End of the day if the man doesn't want to be a father he will not be forced into being one and if she's not his wife there's very little she can do about it as far a child support goes.
The same goes for her really.
Parents chose to be parents that's the only way a kid gets a decent upbringing if that girl is pregnant and her man doesn't want a part of it then her options are either raising a kid alone or aborting but forcing him into fatherhood won't work he'll likely be an abusive father.
Don't know where you live but you don't have to be married to get child support... You just have to prove paternity
The man is just as responsible for the pregnancy as the woman is and therefore should bear an equal amount of responsibility.
Exactly!
That's a tricky one. I basiclly agree with you if the girl lies and cheats, or some how deceptfully gets his seed loke lying about birth control, sabotaging condoms or worse yet taking the condom out the trash, yuck, then no he shouldn't have to pay, good luck proving it happened that way tho.
If he just is being careless and went in raw that's on him for being stupid, like sorry bud, what did you think would happen?
Exactly!!!
Yes a man should have the option to not take that responsibility, but if he do he should also cut her and the baby out of his life.

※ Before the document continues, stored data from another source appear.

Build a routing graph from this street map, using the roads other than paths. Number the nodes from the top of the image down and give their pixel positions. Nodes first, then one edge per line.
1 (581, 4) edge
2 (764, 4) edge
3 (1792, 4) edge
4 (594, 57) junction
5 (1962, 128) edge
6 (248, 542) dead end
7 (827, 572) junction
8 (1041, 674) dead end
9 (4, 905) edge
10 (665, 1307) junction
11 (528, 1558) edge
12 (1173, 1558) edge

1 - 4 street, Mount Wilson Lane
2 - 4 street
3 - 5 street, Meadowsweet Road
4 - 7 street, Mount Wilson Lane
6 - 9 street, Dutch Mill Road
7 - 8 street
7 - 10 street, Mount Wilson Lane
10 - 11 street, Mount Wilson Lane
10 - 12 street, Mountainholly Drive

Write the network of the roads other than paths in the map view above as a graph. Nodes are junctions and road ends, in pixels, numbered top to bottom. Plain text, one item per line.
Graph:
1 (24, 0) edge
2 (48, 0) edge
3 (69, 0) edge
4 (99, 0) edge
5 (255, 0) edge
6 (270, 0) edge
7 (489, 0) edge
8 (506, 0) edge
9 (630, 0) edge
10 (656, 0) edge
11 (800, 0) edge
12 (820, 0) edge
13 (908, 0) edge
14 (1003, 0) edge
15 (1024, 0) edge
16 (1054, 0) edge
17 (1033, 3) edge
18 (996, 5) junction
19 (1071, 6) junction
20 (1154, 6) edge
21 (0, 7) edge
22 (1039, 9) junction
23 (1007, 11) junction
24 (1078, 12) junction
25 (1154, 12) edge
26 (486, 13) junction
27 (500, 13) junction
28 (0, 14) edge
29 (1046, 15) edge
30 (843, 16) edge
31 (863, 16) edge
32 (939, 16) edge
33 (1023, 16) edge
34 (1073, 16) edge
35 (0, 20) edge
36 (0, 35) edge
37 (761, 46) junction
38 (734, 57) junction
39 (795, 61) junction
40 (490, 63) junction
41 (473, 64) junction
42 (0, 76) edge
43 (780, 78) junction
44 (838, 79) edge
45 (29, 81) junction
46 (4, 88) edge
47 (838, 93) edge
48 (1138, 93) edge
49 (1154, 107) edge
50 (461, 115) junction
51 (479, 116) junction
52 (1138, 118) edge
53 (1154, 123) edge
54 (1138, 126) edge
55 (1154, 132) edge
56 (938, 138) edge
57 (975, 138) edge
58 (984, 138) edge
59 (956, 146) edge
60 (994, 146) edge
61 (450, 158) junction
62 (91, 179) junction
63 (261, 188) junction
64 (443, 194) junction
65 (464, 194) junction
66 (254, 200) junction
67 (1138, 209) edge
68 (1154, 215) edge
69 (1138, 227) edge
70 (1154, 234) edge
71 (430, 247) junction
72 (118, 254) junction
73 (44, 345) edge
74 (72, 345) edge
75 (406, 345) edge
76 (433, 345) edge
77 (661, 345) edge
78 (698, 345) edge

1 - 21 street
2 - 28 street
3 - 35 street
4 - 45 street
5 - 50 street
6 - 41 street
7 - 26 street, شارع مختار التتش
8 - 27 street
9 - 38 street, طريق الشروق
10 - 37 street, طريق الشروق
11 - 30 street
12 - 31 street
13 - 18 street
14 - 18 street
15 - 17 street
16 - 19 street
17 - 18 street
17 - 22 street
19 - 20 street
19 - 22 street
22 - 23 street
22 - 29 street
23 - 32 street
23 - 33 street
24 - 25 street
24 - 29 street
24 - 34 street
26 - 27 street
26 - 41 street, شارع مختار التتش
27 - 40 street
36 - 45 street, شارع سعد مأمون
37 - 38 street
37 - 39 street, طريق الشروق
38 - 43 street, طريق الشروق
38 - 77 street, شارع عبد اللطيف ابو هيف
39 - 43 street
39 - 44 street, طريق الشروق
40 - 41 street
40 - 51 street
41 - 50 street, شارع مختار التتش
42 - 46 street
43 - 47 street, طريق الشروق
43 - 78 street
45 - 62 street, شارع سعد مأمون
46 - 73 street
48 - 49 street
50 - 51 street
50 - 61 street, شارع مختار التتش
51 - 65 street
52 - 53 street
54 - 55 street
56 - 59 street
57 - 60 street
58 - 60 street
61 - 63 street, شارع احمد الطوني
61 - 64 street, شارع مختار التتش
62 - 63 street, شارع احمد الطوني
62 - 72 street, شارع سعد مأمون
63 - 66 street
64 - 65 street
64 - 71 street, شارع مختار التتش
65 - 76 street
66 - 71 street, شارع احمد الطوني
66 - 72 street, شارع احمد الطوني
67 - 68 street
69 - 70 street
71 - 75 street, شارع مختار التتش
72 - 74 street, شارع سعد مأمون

Ie he has no longer any right towards the kids or the mother.
That's tough... You in current times have to swap the gender. If a girl not wanting to adopt a kid, is forced to have a kid because the guy adopts or because he uses invetro fertilization, is it ok for the women to opt out? That's the question we need to answer than we can answer the guy version.
But overall this is a difficult topic 🤔 it's assumed that once the girl is pregnant that the guy and her share joint responsibility for the mistake to not have used protection. But where this gets interesting... Is if he encouraging abortion and she decides to have the baby is that solely her choice and her responsibility? 🤔 does a formal talk in front of a doctor about what do with the child take the place of automatic responsibility for the guy or girl? 🤔 this is an interesting debate for sure
The point is practicing same sex eliminates that problem... So if you CHOOSE NOT to protect that from happening you are REALLY responsible for the consequences.. Raw feels better if not good enough excuse to not be responsible yet think you can walk away Scott free
*safe sex
Unprotected sex is both the guy and girls responsibility, it's simplier to keep it that way but I really was entertained by your question
Oh I agree both MEN AND WOMEN need to be more responsible about sex or don't do it period
But I do like how you talked about the other ideas around it. I was slightly enjoying thinking about the legal play about the order and discussions if the girl was pregnant. It was kinda of fun to think about
It takes two to tango and takes two to raise a child.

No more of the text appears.